- [Task inputs]
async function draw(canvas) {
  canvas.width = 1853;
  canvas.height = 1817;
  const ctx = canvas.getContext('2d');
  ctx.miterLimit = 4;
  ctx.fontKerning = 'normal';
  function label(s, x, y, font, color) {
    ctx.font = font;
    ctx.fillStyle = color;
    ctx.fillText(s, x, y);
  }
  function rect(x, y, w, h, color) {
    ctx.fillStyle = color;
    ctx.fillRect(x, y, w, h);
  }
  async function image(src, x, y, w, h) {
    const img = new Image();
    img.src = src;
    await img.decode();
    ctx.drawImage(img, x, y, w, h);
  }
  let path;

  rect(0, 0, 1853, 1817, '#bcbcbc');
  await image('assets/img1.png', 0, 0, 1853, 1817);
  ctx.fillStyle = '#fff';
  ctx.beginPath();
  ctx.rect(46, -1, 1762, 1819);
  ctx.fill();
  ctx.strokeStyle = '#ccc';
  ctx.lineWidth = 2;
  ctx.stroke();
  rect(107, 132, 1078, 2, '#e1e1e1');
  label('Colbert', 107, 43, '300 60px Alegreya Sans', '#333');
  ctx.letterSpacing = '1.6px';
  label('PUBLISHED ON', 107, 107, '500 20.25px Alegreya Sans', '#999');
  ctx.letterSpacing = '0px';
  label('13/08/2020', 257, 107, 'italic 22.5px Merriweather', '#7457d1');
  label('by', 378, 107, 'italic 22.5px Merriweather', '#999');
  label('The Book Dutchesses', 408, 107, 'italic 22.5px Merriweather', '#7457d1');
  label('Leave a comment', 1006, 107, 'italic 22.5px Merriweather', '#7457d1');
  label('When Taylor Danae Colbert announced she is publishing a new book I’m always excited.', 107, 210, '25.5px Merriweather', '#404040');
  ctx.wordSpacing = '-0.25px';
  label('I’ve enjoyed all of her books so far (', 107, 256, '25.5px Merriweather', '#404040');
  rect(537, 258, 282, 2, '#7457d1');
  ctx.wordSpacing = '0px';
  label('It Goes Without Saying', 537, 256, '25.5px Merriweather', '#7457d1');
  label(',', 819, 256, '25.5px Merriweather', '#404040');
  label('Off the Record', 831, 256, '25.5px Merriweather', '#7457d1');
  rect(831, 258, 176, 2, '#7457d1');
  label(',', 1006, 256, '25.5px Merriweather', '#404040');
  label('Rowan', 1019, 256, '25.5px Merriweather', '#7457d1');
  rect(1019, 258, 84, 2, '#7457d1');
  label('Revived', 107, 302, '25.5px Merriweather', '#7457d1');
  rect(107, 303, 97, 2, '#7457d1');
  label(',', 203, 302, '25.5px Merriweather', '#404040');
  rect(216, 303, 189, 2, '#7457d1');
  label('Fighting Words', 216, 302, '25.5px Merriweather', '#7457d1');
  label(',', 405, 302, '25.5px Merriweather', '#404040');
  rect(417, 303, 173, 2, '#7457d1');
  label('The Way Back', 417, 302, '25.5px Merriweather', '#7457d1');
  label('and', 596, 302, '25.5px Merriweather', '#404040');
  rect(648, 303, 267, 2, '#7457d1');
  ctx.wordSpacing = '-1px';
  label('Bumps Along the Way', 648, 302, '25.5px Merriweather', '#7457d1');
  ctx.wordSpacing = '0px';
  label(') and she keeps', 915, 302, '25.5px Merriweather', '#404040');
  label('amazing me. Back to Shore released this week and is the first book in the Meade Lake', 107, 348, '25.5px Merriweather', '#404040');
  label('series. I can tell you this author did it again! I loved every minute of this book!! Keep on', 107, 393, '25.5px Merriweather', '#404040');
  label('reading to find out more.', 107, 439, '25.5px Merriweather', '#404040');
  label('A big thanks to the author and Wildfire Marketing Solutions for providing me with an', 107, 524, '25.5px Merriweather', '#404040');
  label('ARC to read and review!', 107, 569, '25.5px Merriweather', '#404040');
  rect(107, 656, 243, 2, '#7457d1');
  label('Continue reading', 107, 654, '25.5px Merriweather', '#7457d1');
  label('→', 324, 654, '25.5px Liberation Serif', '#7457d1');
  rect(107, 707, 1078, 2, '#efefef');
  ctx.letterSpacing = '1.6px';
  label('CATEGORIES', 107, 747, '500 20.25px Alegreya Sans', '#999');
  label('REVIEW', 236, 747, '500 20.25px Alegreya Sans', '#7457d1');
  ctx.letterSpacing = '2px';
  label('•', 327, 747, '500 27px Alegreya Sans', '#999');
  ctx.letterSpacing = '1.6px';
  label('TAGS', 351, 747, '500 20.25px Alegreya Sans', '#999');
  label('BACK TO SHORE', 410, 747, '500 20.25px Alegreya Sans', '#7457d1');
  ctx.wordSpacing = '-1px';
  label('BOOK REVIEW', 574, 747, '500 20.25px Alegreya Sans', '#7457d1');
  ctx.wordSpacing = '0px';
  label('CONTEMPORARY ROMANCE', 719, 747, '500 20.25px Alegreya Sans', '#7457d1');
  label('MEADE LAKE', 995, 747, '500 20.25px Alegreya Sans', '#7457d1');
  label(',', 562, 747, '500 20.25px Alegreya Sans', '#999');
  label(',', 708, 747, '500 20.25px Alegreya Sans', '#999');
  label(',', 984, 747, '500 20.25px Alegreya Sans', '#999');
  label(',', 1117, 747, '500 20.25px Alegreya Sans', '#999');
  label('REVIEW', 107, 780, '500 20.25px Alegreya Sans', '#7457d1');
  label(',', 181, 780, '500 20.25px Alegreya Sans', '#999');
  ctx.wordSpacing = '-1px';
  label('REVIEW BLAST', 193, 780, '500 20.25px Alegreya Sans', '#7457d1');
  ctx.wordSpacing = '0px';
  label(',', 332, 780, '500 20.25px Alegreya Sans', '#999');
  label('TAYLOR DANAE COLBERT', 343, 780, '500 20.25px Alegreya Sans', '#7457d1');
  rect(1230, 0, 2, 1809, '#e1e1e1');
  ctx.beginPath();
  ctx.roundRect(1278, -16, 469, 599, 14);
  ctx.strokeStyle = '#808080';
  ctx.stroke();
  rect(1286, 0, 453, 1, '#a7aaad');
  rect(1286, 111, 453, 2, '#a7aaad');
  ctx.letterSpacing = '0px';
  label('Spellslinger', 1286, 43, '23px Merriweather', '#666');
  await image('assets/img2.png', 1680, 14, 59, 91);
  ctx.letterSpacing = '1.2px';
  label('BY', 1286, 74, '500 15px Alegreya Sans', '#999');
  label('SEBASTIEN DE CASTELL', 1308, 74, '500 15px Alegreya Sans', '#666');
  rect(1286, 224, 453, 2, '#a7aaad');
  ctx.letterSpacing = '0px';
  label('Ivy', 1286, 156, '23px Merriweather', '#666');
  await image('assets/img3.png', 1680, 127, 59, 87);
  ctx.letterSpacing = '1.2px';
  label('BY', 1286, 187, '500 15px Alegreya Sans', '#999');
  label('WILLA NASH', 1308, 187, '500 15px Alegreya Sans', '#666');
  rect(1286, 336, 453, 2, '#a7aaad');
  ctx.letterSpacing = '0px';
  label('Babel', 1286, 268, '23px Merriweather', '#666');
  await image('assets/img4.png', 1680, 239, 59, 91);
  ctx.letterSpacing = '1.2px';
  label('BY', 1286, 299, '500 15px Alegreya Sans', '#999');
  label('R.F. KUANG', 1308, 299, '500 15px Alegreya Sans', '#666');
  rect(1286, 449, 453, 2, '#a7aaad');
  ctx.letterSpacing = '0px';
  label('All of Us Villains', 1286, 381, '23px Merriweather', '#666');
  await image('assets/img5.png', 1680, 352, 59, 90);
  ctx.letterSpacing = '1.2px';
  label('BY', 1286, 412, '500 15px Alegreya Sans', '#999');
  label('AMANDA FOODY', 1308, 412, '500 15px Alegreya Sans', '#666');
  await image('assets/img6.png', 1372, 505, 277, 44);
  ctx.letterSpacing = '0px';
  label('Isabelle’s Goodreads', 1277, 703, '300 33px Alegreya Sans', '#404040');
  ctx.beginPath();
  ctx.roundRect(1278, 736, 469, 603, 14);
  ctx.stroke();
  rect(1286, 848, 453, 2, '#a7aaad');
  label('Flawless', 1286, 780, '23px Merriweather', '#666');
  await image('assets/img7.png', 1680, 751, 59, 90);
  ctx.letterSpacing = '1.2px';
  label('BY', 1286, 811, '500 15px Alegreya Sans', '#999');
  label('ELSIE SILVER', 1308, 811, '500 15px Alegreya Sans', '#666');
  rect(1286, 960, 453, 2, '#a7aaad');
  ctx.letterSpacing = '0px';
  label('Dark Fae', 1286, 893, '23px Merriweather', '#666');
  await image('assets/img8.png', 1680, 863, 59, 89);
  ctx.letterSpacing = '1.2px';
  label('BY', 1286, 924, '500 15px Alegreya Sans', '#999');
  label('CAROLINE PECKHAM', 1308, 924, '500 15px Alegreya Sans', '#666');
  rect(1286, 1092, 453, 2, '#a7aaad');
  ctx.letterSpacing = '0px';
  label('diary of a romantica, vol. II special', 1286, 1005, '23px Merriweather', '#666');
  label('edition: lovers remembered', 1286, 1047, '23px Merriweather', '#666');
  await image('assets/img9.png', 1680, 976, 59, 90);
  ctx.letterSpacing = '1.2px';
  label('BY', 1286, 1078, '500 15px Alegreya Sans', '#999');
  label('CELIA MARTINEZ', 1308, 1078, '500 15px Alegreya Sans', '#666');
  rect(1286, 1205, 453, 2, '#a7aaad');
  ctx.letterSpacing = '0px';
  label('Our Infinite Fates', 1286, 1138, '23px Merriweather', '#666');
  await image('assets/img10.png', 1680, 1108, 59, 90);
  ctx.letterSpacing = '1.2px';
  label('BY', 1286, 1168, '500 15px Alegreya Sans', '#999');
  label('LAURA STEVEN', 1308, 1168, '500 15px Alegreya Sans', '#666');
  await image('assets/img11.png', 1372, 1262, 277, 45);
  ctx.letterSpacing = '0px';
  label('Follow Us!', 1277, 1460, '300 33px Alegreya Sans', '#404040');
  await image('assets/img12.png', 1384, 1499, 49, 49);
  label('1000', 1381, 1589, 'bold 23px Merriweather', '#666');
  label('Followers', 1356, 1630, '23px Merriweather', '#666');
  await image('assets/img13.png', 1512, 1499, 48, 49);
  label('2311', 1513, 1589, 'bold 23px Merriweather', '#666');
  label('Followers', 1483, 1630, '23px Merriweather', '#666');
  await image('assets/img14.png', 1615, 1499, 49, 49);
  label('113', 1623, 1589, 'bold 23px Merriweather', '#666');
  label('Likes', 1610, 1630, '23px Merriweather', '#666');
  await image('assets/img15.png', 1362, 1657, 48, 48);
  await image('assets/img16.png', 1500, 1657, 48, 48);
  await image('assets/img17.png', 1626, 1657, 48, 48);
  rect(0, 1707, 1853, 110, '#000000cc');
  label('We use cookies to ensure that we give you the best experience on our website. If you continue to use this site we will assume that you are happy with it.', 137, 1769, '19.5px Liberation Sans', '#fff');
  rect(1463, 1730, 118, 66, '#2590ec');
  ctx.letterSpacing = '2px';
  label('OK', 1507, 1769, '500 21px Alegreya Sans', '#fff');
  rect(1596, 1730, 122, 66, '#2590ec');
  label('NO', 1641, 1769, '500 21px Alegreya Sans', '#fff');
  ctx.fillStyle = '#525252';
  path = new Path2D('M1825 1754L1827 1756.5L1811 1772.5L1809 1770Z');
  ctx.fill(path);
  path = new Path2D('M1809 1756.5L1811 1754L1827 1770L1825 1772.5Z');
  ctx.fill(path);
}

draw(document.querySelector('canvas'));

- [Instructions for the task] For each line in the entries that holds "const", return that line.

- [Written answer]
  const ctx = canvas.getContext('2d');
    const img = new Image();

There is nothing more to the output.